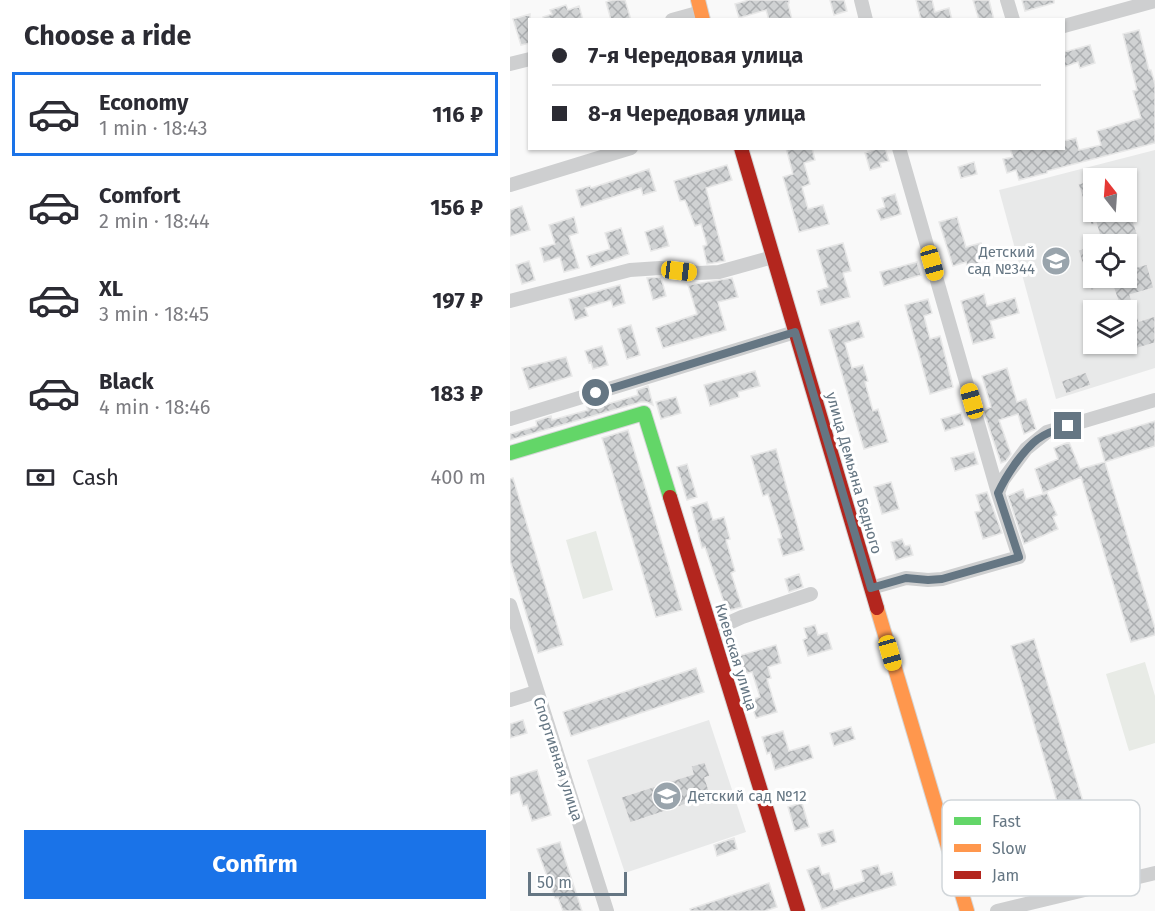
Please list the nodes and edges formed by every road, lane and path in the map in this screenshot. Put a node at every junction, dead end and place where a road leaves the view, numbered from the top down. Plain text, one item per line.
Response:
1 (861, 0) edge
2 (1007, 0) edge
3 (1155, 0) edge
4 (701, 10) edge
5 (678, 18) edge
6 (866, 18) edge
7 (1012, 18) edge
8 (1065, 26) edge
9 (528, 60) edge
10 (510, 64) edge
11 (624, 150) edge
12 (742, 150) edge
13 (900, 150) edge
14 (510, 184) edge
15 (773, 257) junction
16 (510, 301) edge
17 (795, 332) junction
18 (1155, 400) edge
19 (510, 419) edge
20 (510, 453) edge
21 (998, 493) junction
22 (871, 588) junction
23 (811, 594) dead end
24 (510, 606) edge
25 (711, 632) junction
26 (536, 692) junction
27 (510, 700) edge
28 (942, 827) edge
29 (1155, 873) edge
30 (1140, 877) edge
31 (963, 896) edge
32 (1059, 896) edge
33 (607, 911) edge
34 (798, 911) edge
35 (967, 911) edge
36 (997, 911) edge

1 - 6 street
2 - 7 street
3 - 8 street
4 - 5 street
9 - 10 street
11 - 14 street
12 - 15 main road, улица Демьяна Бедного
13 - 21 street
15 - 16 street
15 - 17 main road, улица Демьяна Бедного
17 - 19 street
17 - 22 main road, улица Демьяна Бедного
18 - 21 street
20 - 25 main road, Киевская улица
21 - 22 street
22 - 28 main road, улица Демьяна Бедного
23 - 25 street
24 - 26 street, Спортивная улица
25 - 34 main road, Киевская улица
26 - 27 street
26 - 33 street, Спортивная улица
29 - 30 street
31 - 35 main road, улица Демьяна Бедного
32 - 36 street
______
__Task statement__:
In the records above, find each line that mentions the word "улица", and copy it.

__Answer to the problem__:
12 - 15 main road, улица Демьяна Бедного
15 - 17 main road, улица Демьяна Бедного
17 - 22 main road, улица Демьяна Бедного
20 - 25 main road, Киевская улица
22 - 28 main road, улица Демьяна Бедного
24 - 26 street, Спортивная улица
25 - 34 main road, Киевская улица
26 - 33 street, Спортивная улица
31 - 35 main road, улица Демьяна Бедного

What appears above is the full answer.